B142/68 – Verfassungsgerichtshof (VfGH) Rechtssatz
Das Energiewirtschaftsgesetz und die 2. EinfV fallen, soweit ihr Inhalt sich auf die öffentliche Versorgung mit Energie in Form von Gas bezieht, unter die Kompetenztatbestände "Angelegenheiten des Gewerbes und der Industrie" ({Bundes-Verfassungsgesetz Art 10, Art. 10 Abs. 1 Z 8 B-VG}) bzw. "... sonstige Enteignung, soweit sie nicht Angelegenheiten betrifft, die in den selbständigen Wirkungsbereich der Länder fallen" ({Bundes-Verfassungsgesetz Art 10, Art. 10 Abs. 1 Z 6 B-VG}) .
Der Kompetenztatbestand "Angelegenheiten des Gewerbes und der Industrie" umfaßt nicht nur die Angelegenheiten, die in der Gewerbeordnung geregelt sind.
Handhabung des § 11 des EnWG in Verbindung mit Art. 4 der Zweiten Verordnung über die Einführung des Energiewirtschaftsrechts in der Ostmark, GBlÖ Nr. 18/1940.

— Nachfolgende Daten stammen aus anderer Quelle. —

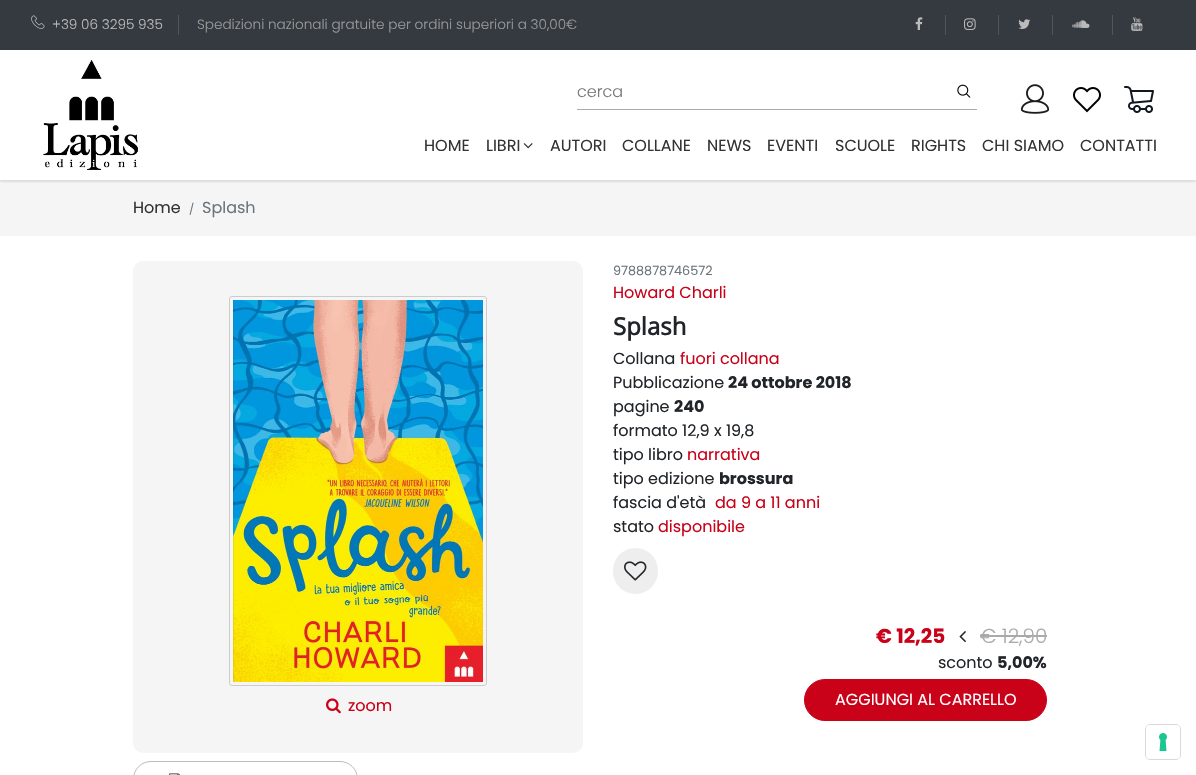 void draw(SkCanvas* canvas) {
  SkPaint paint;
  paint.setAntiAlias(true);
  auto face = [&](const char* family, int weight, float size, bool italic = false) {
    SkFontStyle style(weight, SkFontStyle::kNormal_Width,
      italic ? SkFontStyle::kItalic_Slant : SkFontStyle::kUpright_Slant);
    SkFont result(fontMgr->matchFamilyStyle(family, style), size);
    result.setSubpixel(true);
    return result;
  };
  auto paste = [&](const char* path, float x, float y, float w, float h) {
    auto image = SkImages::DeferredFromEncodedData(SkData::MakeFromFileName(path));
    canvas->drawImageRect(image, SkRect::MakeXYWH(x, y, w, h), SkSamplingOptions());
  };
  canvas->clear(0xffffffff);
  paint.setColor(0xff343a40);
  canvas->drawRect(SkRect::MakeXYWH(0, 0, 1196, 50), paint);
  paint.setColor(0xff555555);
  canvas->drawRect(SkRect::MakeXYWH(178, 15, 1, 20), paint);
  paste("img/1.png", 31, 15, 14, 14);
  canvas->drawRect(SkRect::MakeXYWH(945, 15, 1, 20), paint);
  paste("img/2.png", 915, 17, 8, 13);
  canvas->drawRect(SkRect::MakeXYWH(998, 15, 1, 20), paint);
  paste("img/3.png", 964, 18, 12, 12);
  canvas->drawRect(SkRect::MakeXYWH(1052, 15, 1, 20), paint);
  paste("img/4.png", 1018, 19, 13, 10);
  canvas->drawRect(SkRect::MakeXYWH(1112, 15, 1, 20), paint);
  paste("img/5.png", 1072, 20, 18, 8);
  paste("img/6.png", 1131, 17, 12, 14);
  paint.setColor(0xfff5f5f5);
  canvas->drawRect(SkRect::MakeXYWH(0, 180, 1196, 56), paint);
  canvas->save();
  canvas->clipRect(SkRect::MakeXYWH(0, 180, 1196, 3));
  paint.setColor(0x1a000000);
  paint.setMaskFilter(SkMaskFilter::MakeBlur(kNormal_SkBlurStyle, 1));
  canvas->drawRect(SkRect::MakeXYWH(0, 52, 1196, 130), paint);
  paint.setMaskFilter(nullptr);
  canvas->restore();
  paste("img/7.png", 43, 60, 95, 110);
  paint.setColor(0xffaaaaaa);
  canvas->drawRect(SkRect::MakeXYWH(577, 109, 400, 1), paint);
  paste("img/8.png", 957, 84, 14, 14);
  paste("img/9.png", 1020, 84, 30, 30);
  paste("img/10.png", 1073, 87, 28, 26);
  paste("img/11.png", 1124, 86, 30, 27);
  paste("img/12.png", 523, 143, 10, 6);
  paint.setColor(0xffeeeeee);
  canvas->drawRoundRect(SkRect::MakeXYWH(613, 548, 45, 46), 22.5f, 22.5f, paint);
  paste("img/13.png", 624, 561, 23, 20);
  paste("img/14.png", 959, 631, 7, 12);
  paint.setColor(0xffaaaaaa);
  canvas->drawRect(SkRect::MakeXYWH(980, 635, 67, 2), paint);
  paint.setColor(0xffc90119);
  canvas->drawRoundRect(SkRect::MakeXYWH(804.5f, 679.5f, 242, 41), 20.5f, 20.5f, paint);
  paint.setStroke(true);
  paint.setStrokeWidth(1);
  canvas->drawRoundRect(SkRect::MakeXYWH(804.5f, 679.5f, 242, 41), 20.5f, 20.5f, paint);
  paint.setStroke(false);
  paint.setColor(0xfff5f5f5);
  canvas->drawRoundRect(SkRect::MakeXYWH(133, 261, 450, 492), 10, 10, paint);
  paint.setStroke(true);
  paint.setColor(0xffcccccc);
  canvas->drawRoundRect(SkRect::MakeXYWH(229.5f, 296.5f, 257, 389), 2.5f, 2.5f, paint);
  paste("img/15.png", 233, 300, 250, 382);
  paste("img/16.png", 326, 698, 15, 16);
  paint.setColor(0xffbbbbbb);
  canvas->drawRoundRect(SkRect::MakeXYWH(133.5f, 761.5f, 224, 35), 20.5f, 20.5f, paint);
  paste("img/17.png", 169, 773, 12, 2);
  paint.setColor(0xffd9d9d9);
  canvas->drawRoundRect(SkRect::MakeXYWH(1145.5f, 724.5f, 35, 35), 4.5f, 4.5f, paint);
  paint.setStroke(false);
  paint.setColor(0xffffffff);
  canvas->drawRoundRect(SkRect::MakeXYWH(1146, 725, 34, 34), 4, 4, paint);
  paste("img/18.png", 1159, 733, 8, 18);
  auto f0 = face("Poppins", 300, 13.6f);
  paint.setColor(0xffbbbbbb);
  canvas->drawString("+39 06 3295 935", 52, 29, f0, paint);
  paint.setColor(0xff999999);
  canvas->drawString("Spedizioni nazionali gratuite per ordini superiori a 30,00€", 197, 29, f0, paint);
  auto f1 = face("Poppins", 300, 16);
  paint.setColor(0xff757575);
  canvas->drawString("cerca", 577, 97, f1, paint);
  auto f2 = face("Poppins", 400, 16);
  paint.setColor(0xff333333);
  {
    const struct { const char* s; float x, y; } items[] = {
      {"HOME", 424, 151},
      {"LIBRI", 486, 151},
      {"AUTORI", 550, 151},
      {"COLLANE", 622, 151},
      {"NEWS", 707, 151},
      {"EVENTI", 767, 151},
      {"SCUOLE", 835, 151},
      {"RIGHTS", 911, 151},
      {"CHI SIAMO", 982, 151},
      {"CONTATTI", 1080, 151},
      {"Home", 133, 213},
    };
    for (auto [s, x, y] : items) {
      canvas->drawString(s, x, y, f2, paint);
    }
  }
  auto f3 = face("Poppins", 400, 11);
  paint.setColor(0xff6c757d);
  canvas->drawString("/", 189, 213, f3, paint);
  canvas->drawString("Splash", 202, 213, f2, paint);
  auto f4 = face("Poppins", 400, 12.75f);
  canvas->drawString("9788878746572", 613, 275, f4, paint);
  paint.setColor(0xffc90119);
  canvas->drawString("Howard Charli", 613, 298, f2, paint);
  auto f5 = face("Open Sans", 700, 24);
  paint.setColor(0xff212529);
  canvas->drawString("Splash", 613, 335, f5, paint);
  canvas->drawString("Collana", 613, 364, f2, paint);
  paint.setColor(0xffc90119);
  canvas->drawString("fuori collana", 680, 364, f2, paint);
  paint.setColor(0xff212529);
  canvas->drawString("Pubblicazione", 613, 388, f2, paint);
  auto f6 = face("Poppins", 700, 16);
  canvas->drawString("24 ottobre 2018", 728, 388, f6, paint);
  canvas->drawString("pagine", 613, 412, f2, paint);
  canvas->drawString("240", 674, 412, f6, paint);
  canvas->drawString("formato 12,9 x 19,8", 613, 436, f2, paint);
  canvas->drawString("tipo libro", 613, 460, f2, paint);
  paint.setColor(0xffc90119);
  canvas->drawString("narrativa", 687, 460, f2, paint);
  paint.setColor(0xff212529);
  canvas->drawString("tipo edizione", 613, 484, f2, paint);
  canvas->drawString("brossura", 719, 484, f6, paint);
  canvas->drawString("fascia d'età", 613, 508, f2, paint);
  paint.setColor(0xffc90119);
  canvas->drawString("da 9 a 11 anni", 715, 508, f2, paint);
  paint.setColor(0xff212529);
  canvas->drawString("stato", 613, 532, f2, paint);
  paint.setColor(0xffc90119);
  canvas->drawString("disponibile", 658, 532, f2, paint);
  auto f7 = face("Poppins", 700, 20);
  canvas->drawString("€ 12,25", 876, 643, f7, paint);
  auto f8 = face("Poppins", 300, 20);
  paint.setColor(0xffaaaaaa);
  canvas->drawString("€ 12,90", 980, 643, f8, paint);
  paint.setColor(0xff212529);
  canvas->drawString("sconto", 938, 668, f2, paint);
  canvas->drawString("5,00%", 997, 668, f6, paint);
  paint.setColor(0xffffffff);
  canvas->drawString("AGGIUNGI AL CARRELLO", 835, 705, f2, paint);
  paint.setColor(0xffc90119);
  canvas->drawString("zoom", 348, 711, f2, paint);
}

Der mit der Einführung des EnWG im Lande Österreich durch die Verordnung DRGBl. I 1939 S. 83, GBlÖ Nr. 156/1939, am 15. Feber 1939 in Kraft gesetzte § 11 dieses Gesetzes wurde durch Art. 4 der 2. EinfV abgeändert. Abs. 1 blieb unberührt, an die Stelle des Abs. 2 traten die Bestimmungen des Art. 4, wonach auf die Durchführung von Enteignungsverfahren für Zwecke der öffentlichen Energieversorgung die Vorschriften des Eisenbahn-Enteignungsgesetzes, RGBl. Nr. 30/1878, i. d. F. des Art. 52 des Verwaltungsentlastungsgesetzes, BGBl. Nr. 277/1925, mit den in Art. 4 enthaltenen Sonderregelungen Anwendung finden. Soweit es sich um Enteignungen für Zwecke der öffentlichen Gasversorgung handelt, sind diese Bestimmungen auch heute geltendes Bundesrecht.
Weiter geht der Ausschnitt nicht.